Write out each record a second time, exactly.

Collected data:
[Start of Attachment]
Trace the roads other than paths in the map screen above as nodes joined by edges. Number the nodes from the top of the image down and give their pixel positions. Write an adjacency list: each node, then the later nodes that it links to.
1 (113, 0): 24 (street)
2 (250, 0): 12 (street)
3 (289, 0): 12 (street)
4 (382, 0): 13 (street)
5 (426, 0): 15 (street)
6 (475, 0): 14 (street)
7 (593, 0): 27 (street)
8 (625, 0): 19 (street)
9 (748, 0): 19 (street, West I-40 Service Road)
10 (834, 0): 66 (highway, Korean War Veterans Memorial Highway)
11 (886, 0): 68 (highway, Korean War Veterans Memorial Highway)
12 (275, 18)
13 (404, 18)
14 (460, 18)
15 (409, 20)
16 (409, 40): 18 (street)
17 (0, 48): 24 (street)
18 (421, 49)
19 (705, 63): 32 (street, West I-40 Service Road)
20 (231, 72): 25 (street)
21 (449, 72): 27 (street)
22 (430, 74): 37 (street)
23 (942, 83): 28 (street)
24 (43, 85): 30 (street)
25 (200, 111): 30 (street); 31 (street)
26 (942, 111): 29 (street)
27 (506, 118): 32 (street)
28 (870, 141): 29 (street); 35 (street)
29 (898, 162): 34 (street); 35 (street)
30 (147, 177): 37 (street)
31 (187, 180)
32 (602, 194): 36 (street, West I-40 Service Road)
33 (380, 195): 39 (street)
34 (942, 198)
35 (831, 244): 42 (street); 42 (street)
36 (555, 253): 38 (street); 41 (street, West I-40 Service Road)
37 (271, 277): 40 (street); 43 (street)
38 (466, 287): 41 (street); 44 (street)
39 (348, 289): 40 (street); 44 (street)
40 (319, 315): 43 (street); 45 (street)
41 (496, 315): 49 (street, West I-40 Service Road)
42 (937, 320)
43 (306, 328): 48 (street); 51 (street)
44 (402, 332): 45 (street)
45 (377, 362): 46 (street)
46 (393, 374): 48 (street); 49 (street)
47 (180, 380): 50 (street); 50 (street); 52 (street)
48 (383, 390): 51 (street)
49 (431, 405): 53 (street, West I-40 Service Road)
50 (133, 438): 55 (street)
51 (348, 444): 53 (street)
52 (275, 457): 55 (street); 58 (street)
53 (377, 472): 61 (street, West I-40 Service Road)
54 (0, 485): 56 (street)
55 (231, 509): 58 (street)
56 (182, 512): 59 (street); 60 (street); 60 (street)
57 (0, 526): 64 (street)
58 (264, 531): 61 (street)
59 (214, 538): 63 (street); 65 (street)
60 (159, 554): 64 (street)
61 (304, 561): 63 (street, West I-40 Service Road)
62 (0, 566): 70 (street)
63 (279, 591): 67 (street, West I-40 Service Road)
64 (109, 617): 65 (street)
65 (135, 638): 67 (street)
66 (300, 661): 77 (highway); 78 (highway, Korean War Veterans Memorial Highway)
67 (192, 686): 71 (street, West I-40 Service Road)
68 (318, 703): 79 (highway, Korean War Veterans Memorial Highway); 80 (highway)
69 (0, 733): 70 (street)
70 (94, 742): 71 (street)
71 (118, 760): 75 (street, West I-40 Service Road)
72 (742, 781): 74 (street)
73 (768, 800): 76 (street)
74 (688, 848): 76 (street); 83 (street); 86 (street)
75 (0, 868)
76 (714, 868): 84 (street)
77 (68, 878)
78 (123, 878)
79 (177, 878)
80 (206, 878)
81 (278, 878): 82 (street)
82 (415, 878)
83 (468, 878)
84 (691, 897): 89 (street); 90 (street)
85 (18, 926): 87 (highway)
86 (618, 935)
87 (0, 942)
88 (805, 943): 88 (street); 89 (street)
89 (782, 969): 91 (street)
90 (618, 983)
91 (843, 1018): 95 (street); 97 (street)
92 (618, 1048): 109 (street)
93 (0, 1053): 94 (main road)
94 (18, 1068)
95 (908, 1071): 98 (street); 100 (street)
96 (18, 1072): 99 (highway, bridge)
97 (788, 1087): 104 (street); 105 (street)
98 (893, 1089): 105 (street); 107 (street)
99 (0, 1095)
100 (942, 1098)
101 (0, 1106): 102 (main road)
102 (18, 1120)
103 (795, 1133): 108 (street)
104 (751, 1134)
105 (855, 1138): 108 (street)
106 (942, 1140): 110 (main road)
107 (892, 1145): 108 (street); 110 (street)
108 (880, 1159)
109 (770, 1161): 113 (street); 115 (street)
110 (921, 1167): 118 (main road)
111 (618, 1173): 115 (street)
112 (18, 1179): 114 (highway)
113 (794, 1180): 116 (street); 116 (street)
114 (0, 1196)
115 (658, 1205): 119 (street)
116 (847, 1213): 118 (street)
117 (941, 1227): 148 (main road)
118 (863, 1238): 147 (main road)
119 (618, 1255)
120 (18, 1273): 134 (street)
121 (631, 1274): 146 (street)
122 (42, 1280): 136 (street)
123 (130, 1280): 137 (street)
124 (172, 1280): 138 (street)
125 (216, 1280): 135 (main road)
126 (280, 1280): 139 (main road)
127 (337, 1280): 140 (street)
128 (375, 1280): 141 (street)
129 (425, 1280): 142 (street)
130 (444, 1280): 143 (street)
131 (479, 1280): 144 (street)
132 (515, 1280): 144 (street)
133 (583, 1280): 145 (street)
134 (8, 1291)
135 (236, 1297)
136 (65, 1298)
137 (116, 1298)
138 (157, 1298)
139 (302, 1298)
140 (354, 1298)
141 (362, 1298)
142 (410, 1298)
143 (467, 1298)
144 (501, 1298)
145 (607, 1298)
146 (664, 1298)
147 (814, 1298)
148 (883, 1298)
[End of Attachment]
• [Answer space]
Trace the roads other than paths in the map screen above as nodes joined by edges. Number the nodes from the top of the image down and give their pixel positions. Write an adjacency list: each node, then the later nodes that it links to.
1 (113, 0): 24 (street)
2 (250, 0): 12 (street)
3 (289, 0): 12 (street)
4 (382, 0): 13 (street)
5 (426, 0): 15 (street)
6 (475, 0): 14 (street)
7 (593, 0): 27 (street)
8 (625, 0): 19 (street)
9 (748, 0): 19 (street, West I-40 Service Road)
10 (834, 0): 66 (highway, Korean War Veterans Memorial Highway)
11 (886, 0): 68 (highway, Korean War Veterans Memorial Highway)
12 (275, 18)
13 (404, 18)
14 (460, 18)
15 (409, 20)
16 (409, 40): 18 (street)
17 (0, 48): 24 (street)
18 (421, 49)
19 (705, 63): 32 (street, West I-40 Service Road)
20 (231, 72): 25 (street)
21 (449, 72): 27 (street)
22 (430, 74): 37 (street)
23 (942, 83): 28 (street)
24 (43, 85): 30 (street)
25 (200, 111): 30 (street); 31 (street)
26 (942, 111): 29 (street)
27 (506, 118): 32 (street)
28 (870, 141): 29 (street); 35 (street)
29 (898, 162): 34 (street); 35 (street)
30 (147, 177): 37 (street)
31 (187, 180)
32 (602, 194): 36 (street, West I-40 Service Road)
33 (380, 195): 39 (street)
34 (942, 198)
35 (831, 244): 42 (street); 42 (street)
36 (555, 253): 38 (street); 41 (street, West I-40 Service Road)
37 (271, 277): 40 (street); 43 (street)
38 (466, 287): 41 (street); 44 (street)
39 (348, 289): 40 (street); 44 (street)
40 (319, 315): 43 (street); 45 (street)
41 (496, 315): 49 (street, West I-40 Service Road)
42 (937, 320)
43 (306, 328): 48 (street); 51 (street)
44 (402, 332): 45 (street)
45 (377, 362): 46 (street)
46 (393, 374): 48 (street); 49 (street)
47 (180, 380): 50 (street); 50 (street); 52 (street)
48 (383, 390): 51 (street)
49 (431, 405): 53 (street, West I-40 Service Road)
50 (133, 438): 55 (street)
51 (348, 444): 53 (street)
52 (275, 457): 55 (street); 58 (street)
53 (377, 472): 61 (street, West I-40 Service Road)
54 (0, 485): 56 (street)
55 (231, 509): 58 (street)
56 (182, 512): 59 (street); 60 (street); 60 (street)
57 (0, 526): 64 (street)
58 (264, 531): 61 (street)
59 (214, 538): 63 (street); 65 (street)
60 (159, 554): 64 (street)
61 (304, 561): 63 (street, West I-40 Service Road)
62 (0, 566): 70 (street)
63 (279, 591): 67 (street, West I-40 Service Road)
64 (109, 617): 65 (street)
65 (135, 638): 67 (street)
66 (300, 661): 77 (highway); 78 (highway, Korean War Veterans Memorial Highway)
67 (192, 686): 71 (street, West I-40 Service Road)
68 (318, 703): 79 (highway, Korean War Veterans Memorial Highway); 80 (highway)
69 (0, 733): 70 (street)
70 (94, 742): 71 (street)
71 (118, 760): 75 (street, West I-40 Service Road)
72 (742, 781): 74 (street)
73 (768, 800): 76 (street)
74 (688, 848): 76 (street); 83 (street); 86 (street)
75 (0, 868)
76 (714, 868): 84 (street)
77 (68, 878)
78 (123, 878)
79 (177, 878)
80 (206, 878)
81 (278, 878): 82 (street)
82 (415, 878)
83 (468, 878)
84 (691, 897): 89 (street); 90 (street)
85 (18, 926): 87 (highway)
86 (618, 935)
87 (0, 942)
88 (805, 943): 88 (street); 89 (street)
89 (782, 969): 91 (street)
90 (618, 983)
91 (843, 1018): 95 (street); 97 (street)
92 (618, 1048): 109 (street)
93 (0, 1053): 94 (main road)
94 (18, 1068)
95 (908, 1071): 98 (street); 100 (street)
96 (18, 1072): 99 (highway, bridge)
97 (788, 1087): 104 (street); 105 (street)
98 (893, 1089): 105 (street); 107 (street)
99 (0, 1095)
100 (942, 1098)
101 (0, 1106): 102 (main road)
102 (18, 1120)
103 (795, 1133): 108 (street)
104 (751, 1134)
105 (855, 1138): 108 (street)
106 (942, 1140): 110 (main road)
107 (892, 1145): 108 (street); 110 (street)
108 (880, 1159)
109 (770, 1161): 113 (street); 115 (street)
110 (921, 1167): 118 (main road)
111 (618, 1173): 115 (street)
112 (18, 1179): 114 (highway)
113 (794, 1180): 116 (street); 116 (street)
114 (0, 1196)
115 (658, 1205): 119 (street)
116 (847, 1213): 118 (street)
117 (941, 1227): 148 (main road)
118 (863, 1238): 147 (main road)
119 (618, 1255)
120 (18, 1273): 134 (street)
121 (631, 1274): 146 (street)
122 (42, 1280): 136 (street)
123 (130, 1280): 137 (street)
124 (172, 1280): 138 (street)
125 (216, 1280): 135 (main road)
126 (280, 1280): 139 (main road)
127 (337, 1280): 140 (street)
128 (375, 1280): 141 (street)
129 (425, 1280): 142 (street)
130 (444, 1280): 143 (street)
131 (479, 1280): 144 (street)
132 (515, 1280): 144 (street)
133 (583, 1280): 145 (street)
134 (8, 1291)
135 (236, 1297)
136 (65, 1298)
137 (116, 1298)
138 (157, 1298)
139 (302, 1298)
140 (354, 1298)
141 (362, 1298)
142 (410, 1298)
143 (467, 1298)
144 (501, 1298)
145 (607, 1298)
146 (664, 1298)
147 (814, 1298)
148 (883, 1298)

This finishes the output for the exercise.